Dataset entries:
========

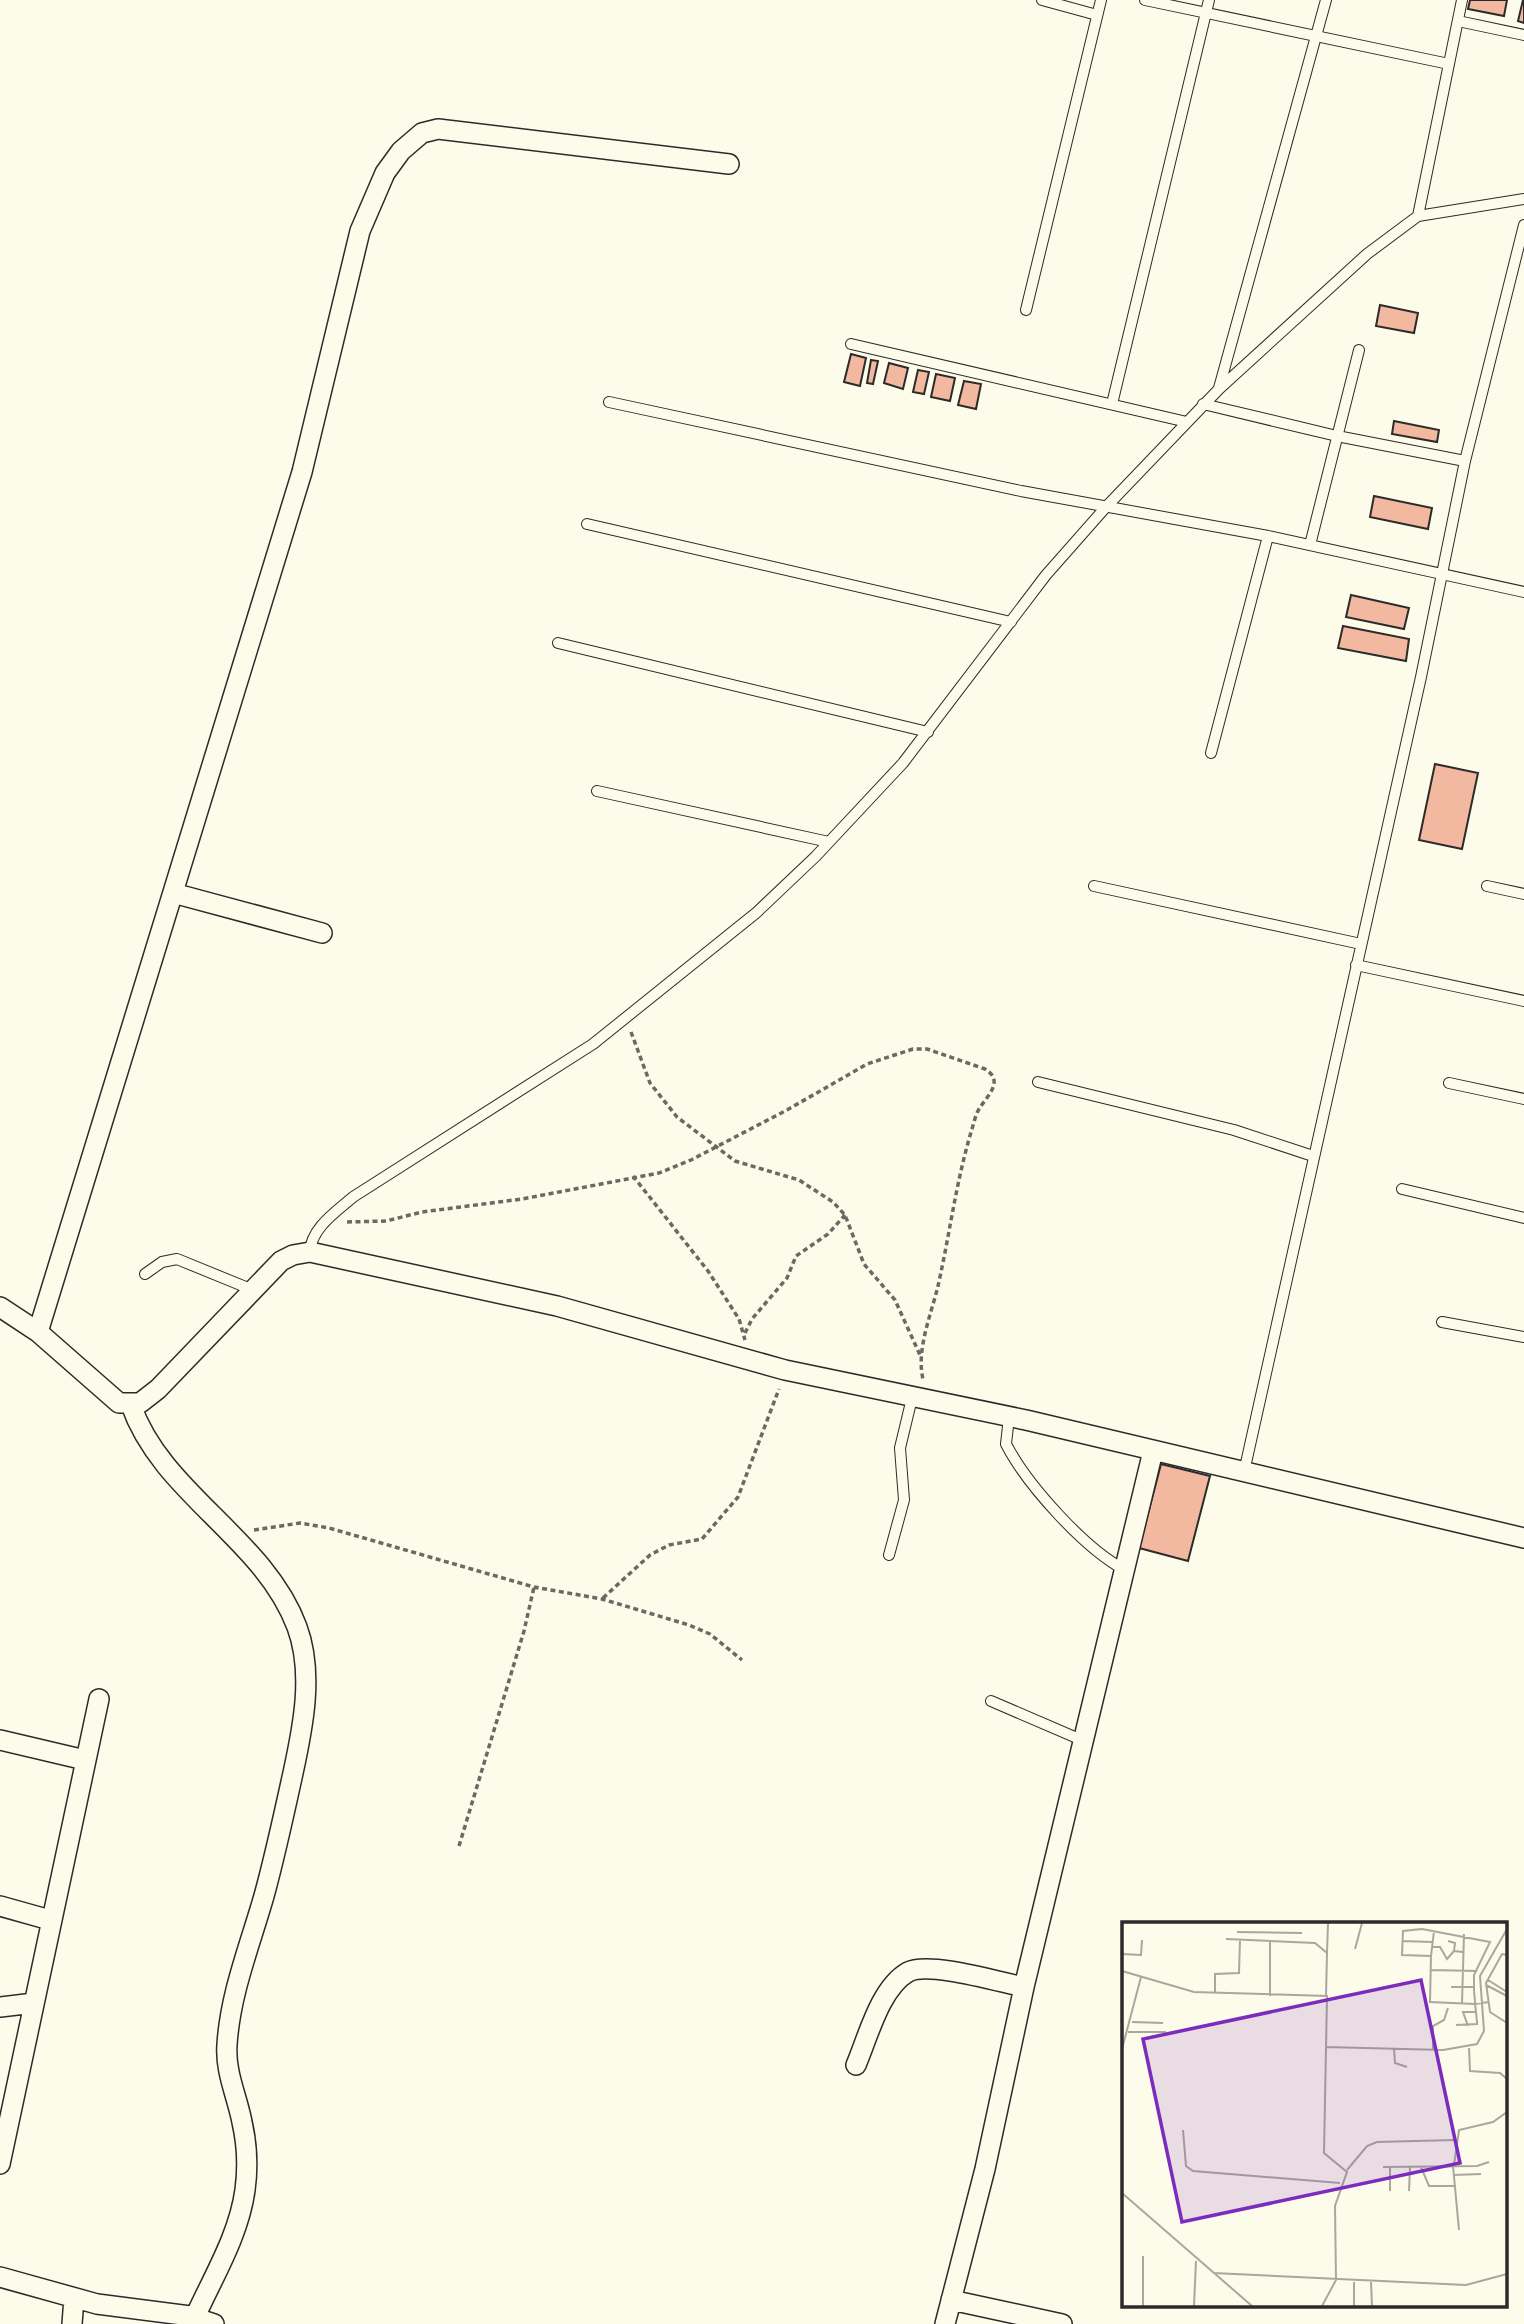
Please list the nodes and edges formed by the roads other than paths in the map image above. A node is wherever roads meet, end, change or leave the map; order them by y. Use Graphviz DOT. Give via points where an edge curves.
graph roads {
  1 [pos="1042,0"];
  2 [pos="1101,0"];
  3 [pos="1145,0"];
  4 [pos="1209,0"];
  5 [pos="1326,0"];
  6 [pos="1462,0"];
  7 [pos="1206,13"];
  8 [pos="1097,15"];
  9 [pos="1458,22"];
  10 [pos="1524,35"];
  11 [pos="1316,36"];
  12 [pos="1449,64"];
  13 [pos="729,164"];
  14 [pos="1524,199"];
  15 [pos="1418,216"];
  16 [pos="1524,225"];
  17 [pos="1026,310"];
  18 [pos="851,344"];
  19 [pos="1359,350"];
  20 [pos="1219,388"];
  21 [pos="609,402"];
  22 [pos="1112,404"];
  23 [pos="1203,404"];
  24 [pos="1187,422"];
  25 [pos="1337,436"];
  26 [pos="1465,461"];
  27 [pos="1106,506"];
  28 [pos="587,524"];
  29 [pos="1268,536"];
  30 [pos="1310,545"];
  31 [pos="1442,573"];
  32 [pos="1524,592"];
  33 [pos="1011,622"];
  34 [pos="558,643"];
  35 [pos="928,732"];
  36 [pos="1210,753"];
  37 [pos="597,790"];
  38 [pos="829,842"];
  39 [pos="1094,886"];
  40 [pos="1487,886"];
  41 [pos="173,893"];
  42 [pos="1524,894"];
  43 [pos="322,933"];
  44 [pos="1362,944"];
  45 [pos="1356,965"];
  46 [pos="1524,1001"];
  47 [pos="1038,1082"];
  48 [pos="1449,1083"];
  49 [pos="1524,1099"];
  50 [pos="1313,1156"];
  51 [pos="1402,1189"];
  52 [pos="1524,1218"];
  53 [pos="310,1252"];
  54 [pos="145,1274"];
  55 [pos="254,1291"];
  56 [pos="0,1307"];
  57 [pos="1442,1322"];
  58 [pos="38,1332"];
  59 [pos="1524,1337"];
  60 [pos="921,1400"];
  61 [pos="131,1405"];
  62 [pos="1009,1417"];
  63 [pos="1153,1451"];
  64 [pos="1244,1472"];
  65 [pos="1524,1538"];
  66 [pos="889,1555"];
  67 [pos="1125,1570"];
  68 [pos="99,1699"];
  69 [pos="991,1701"];
  70 [pos="0,1740"];
  71 [pos="1084,1741"];
  72 [pos="85,1760"];
  73 [pos="0,1906"];
  74 [pos="50,1920"];
  75 [pos="1024,1987"];
  76 [pos="34,2003"];
  77 [pos="0,2007"];
  78 [pos="856,2065"];
  79 [pos="0,2164"];
  80 [pos="0,2277"];
  81 [pos="74,2298"];
  82 [pos="951,2300"];
  83 [pos="195,2317"];
  84 [pos="157,2318"];
  85 [pos="72,2324"];
  86 [pos="214,2324"];
  87 [pos="945,2324"];
  88 [pos="1062,2324"];
  1 -- 8 [label="lane"];
  2 -- 8 [label="lane"];
  3 -- 7 [label="lane"];
  4 -- 7 [label="lane"];
  5 -- 11 [label="lane"];
  6 -- 9 [label="lane"];
  7 -- 11 [label="lane"];
  7 -- 22 [label="lane"];
  8 -- 17 [label="lane"];
  9 -- 10 [label="lane"];
  9 -- 12 [label="lane"];
  11 -- 12 [label="lane"];
  11 -- 20 [label="lane"];
  12 -- 15 [label="lane"];
  13 -- 41 [label="street" via="438,129 422,133 401,151 385,173 360,231 302,472"];
  14 -- 15 [label="lane"];
  15 -- 20 [label="lane" via="1367,254"];
  16 -- 26 [label="lane"];
  18 -- 22 [label="lane"];
  19 -- 25 [label="lane"];
  20 -- 23 [label="lane"];
  21 -- 27 [label="lane"];
  22 -- 24 [label="lane"];
  23 -- 24 [label="lane"];
  23 -- 25 [label="lane"];
  24 -- 27 [label="lane"];
  25 -- 26 [label="lane"];
  25 -- 30 [label="lane"];
  26 -- 31 [label="lane"];
  27 -- 29 [label="lane"];
  27 -- 33 [label="lane"];
  28 -- 33 [label="lane"];
  29 -- 30 [label="lane"];
  29 -- 36 [label="lane"];
  30 -- 31 [label="lane"];
  31 -- 32 [label="lane"];
  31 -- 44 [label="lane"];
  33 -- 35 [label="lane"];
  34 -- 35 [label="lane"];
  35 -- 38 [label="lane"];
  37 -- 38 [label="lane"];
  38 -- 53 [label="lane" via="756,913 566,1063 353,1198 321,1227 311,1240"];
  39 -- 44 [label="lane"];
  40 -- 42 [label="lane"];
  41 -- 43 [label="street"];
  41 -- 58 [label="street"];
  44 -- 45 [label="lane"];
  45 -- 46 [label="lane"];
  45 -- 50 [label="lane"];
  47 -- 50 [label="lane" via="1234,1130"];
  48 -- 49 [label="lane"];
  50 -- 64 [label="lane"];
  51 -- 52 [label="lane"];
  53 -- 55 [label="street" via="281,1261"];
  53 -- 60 [label="street" via="557,1306 785,1370"];
  54 -- 55 [label="lane" via="162,1262 177,1259"];
  55 -- 61 [label="street" via="158,1389"];
  56 -- 58 [label="street"];
  57 -- 59 [label="lane"];
  58 -- 61 [label="street" via="111,1398"];
  60 -- 62 [label="street"];
  60 -- 66 [label="lane" via="900,1448 903,1506"];
  61 -- 83 [label="street" via="162,1463 231,1534 290,1611 300,1642 306,1693 288,1797 236,1990 227,2043 227,2068 247,2153 245,2188 239,2221"];
  62 -- 63 [label="street"];
  62 -- 67 [label="lane" via="1006,1444 1023,1467 1085,1543"];
  63 -- 64 [label="street"];
  63 -- 67 [label="street"];
  64 -- 65 [label="street"];
  67 -- 71 [label="street"];
  68 -- 72 [label="street"];
  69 -- 71 [label="lane"];
  70 -- 72 [label="street"];
  71 -- 75 [label="street"];
  72 -- 74 [label="street"];
  73 -- 74 [label="street"];
  74 -- 76 [label="street"];
  75 -- 78 [label="street" via="928,1969 905,1973 886,1997"];
  75 -- 82 [label="street"];
  76 -- 77 [label="street"];
  76 -- 79 [label="street"];
  80 -- 81 [label="street"];
  81 -- 84 [label="street"];
  81 -- 85 [label="street"];
  82 -- 87 [label="street"];
  82 -- 88 [label="street"];
  83 -- 84 [label="street"];
  83 -- 86 [label="street"];
}
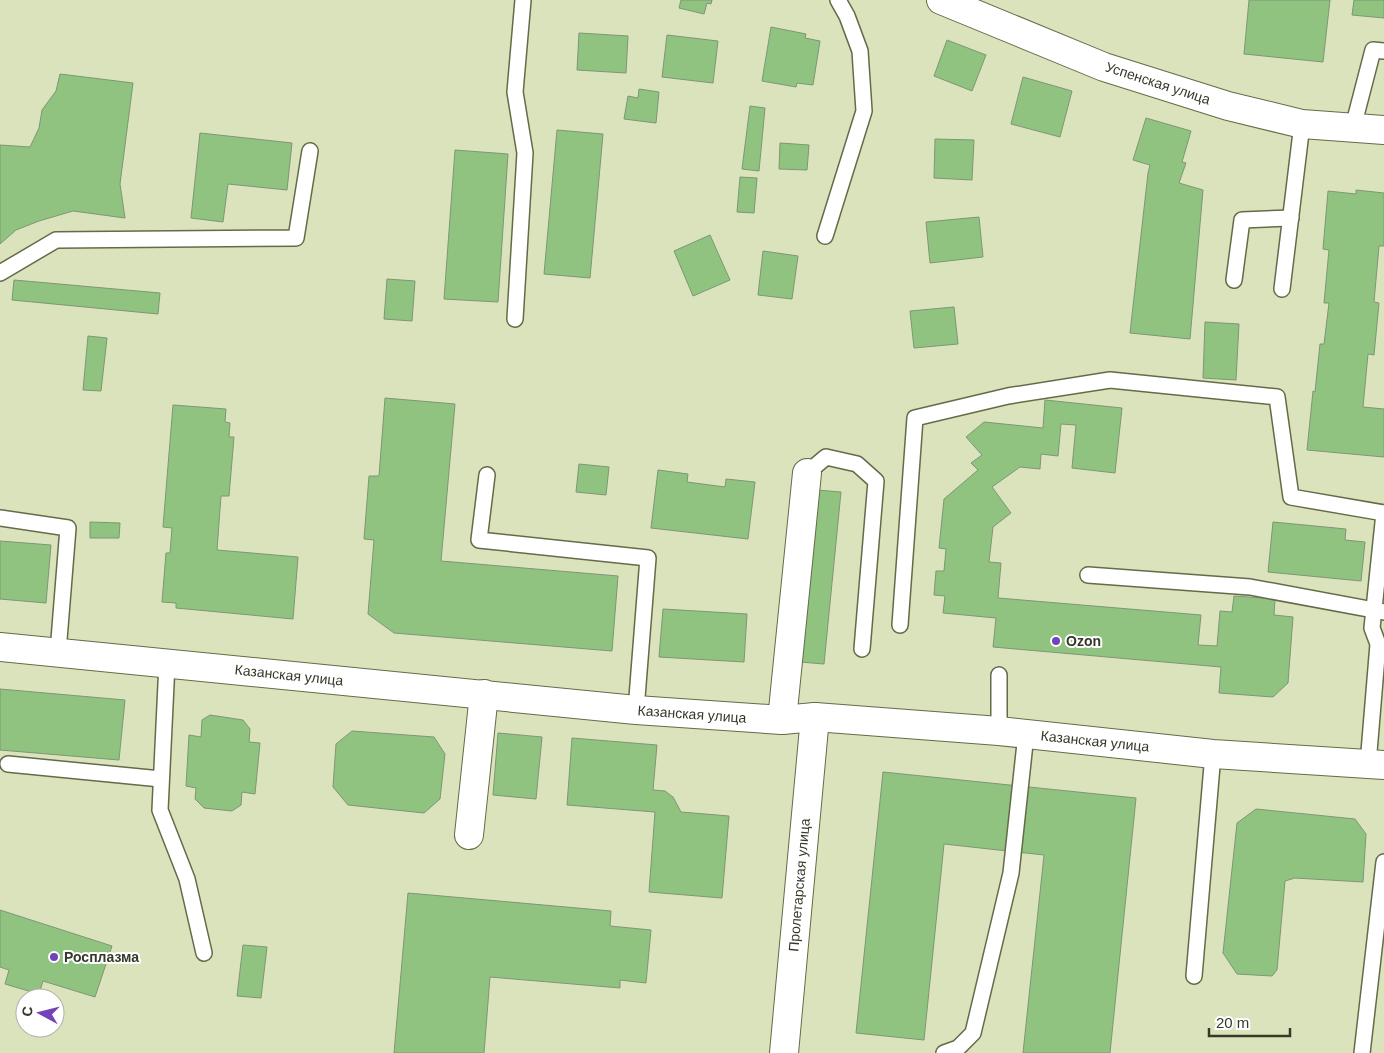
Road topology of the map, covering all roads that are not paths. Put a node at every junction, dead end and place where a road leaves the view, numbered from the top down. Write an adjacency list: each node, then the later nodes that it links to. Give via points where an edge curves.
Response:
1 (522, 0): 14 (lane, via 515,92 525,153)
2 (838, 0): 10 (lane, via 860,51 864,111)
3 (941, 0): 5 (street, Успенская улица, via 1104,66 1228,106)
4 (1384, 51): 6 (lane, via 1373,50)
5 (1302, 124): 6 (street, Успенская улица); 9 (lane)
6 (1353, 128): 7 (street, Успенская улица)
7 (1384, 130)
8 (310, 151): 11 (lane, via 296,238 56,240)
9 (1291, 218): 12 (lane, via 1242,220); 13 (lane)
10 (825, 236)
11 (0, 273)
12 (1234, 280)
13 (1282, 289)
14 (515, 319)
15 (807, 473): 23 (lane, via 826,457 857,464 876,482); 30 (street)
16 (487, 475): 28 (lane, via 479,540 648,558)
17 (1384, 513): 20 (lane); 21 (lane, via 1291,497 1277,397 1110,380 1008,396 916,418)
18 (0, 518): 24 (lane, via 68,528)
19 (1088, 575): 20 (lane, via 1250,588)
20 (1378, 611): 35 (lane, via 1372,628 1378,644)
21 (900, 625)
22 (0, 646): 24 (street, Казанская улица)
23 (862, 649)
24 (58, 652): 25 (street, Казанская улица)
25 (167, 663): 27 (street, Казанская улица); 36 (lane)
26 (999, 675): 31 (lane)
27 (484, 694): 28 (street, Казанская улица); 37 (street)
28 (636, 710): 30 (street, Казанская улица)
29 (815, 717): 30 (street, Казанская улица); 31 (street, Казанская улица); 42 (street, Пролетарская улица)
30 (782, 720)
31 (999, 731): 32 (street, Казанская улица)
32 (1026, 734): 33 (street, Казанская улица); 43 (lane, via 1011,873 973,1033 958,1048)
33 (1214, 754): 35 (street, Казанская улица); 41 (lane)
34 (8, 764): 36 (lane)
35 (1376, 764)
36 (162, 779): 40 (lane, via 160,810 187,879)
37 (469, 835)
38 (1384, 862): 39 (lane)
39 (1381, 904): 44 (lane)
40 (204, 953)
41 (1194, 976)
42 (788, 1053)
43 (944, 1053)
44 (1362, 1053)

========

• [Exercise directions]: Collect each line of the entries that has the word "Успенская", copying it in full.

• [Answer to this task]:
3 (941, 0): 5 (street, Успенская улица, via 1104,66 1228,106)
5 (1302, 124): 6 (street, Успенская улица); 9 (lane)
6 (1353, 128): 7 (street, Успенская улица)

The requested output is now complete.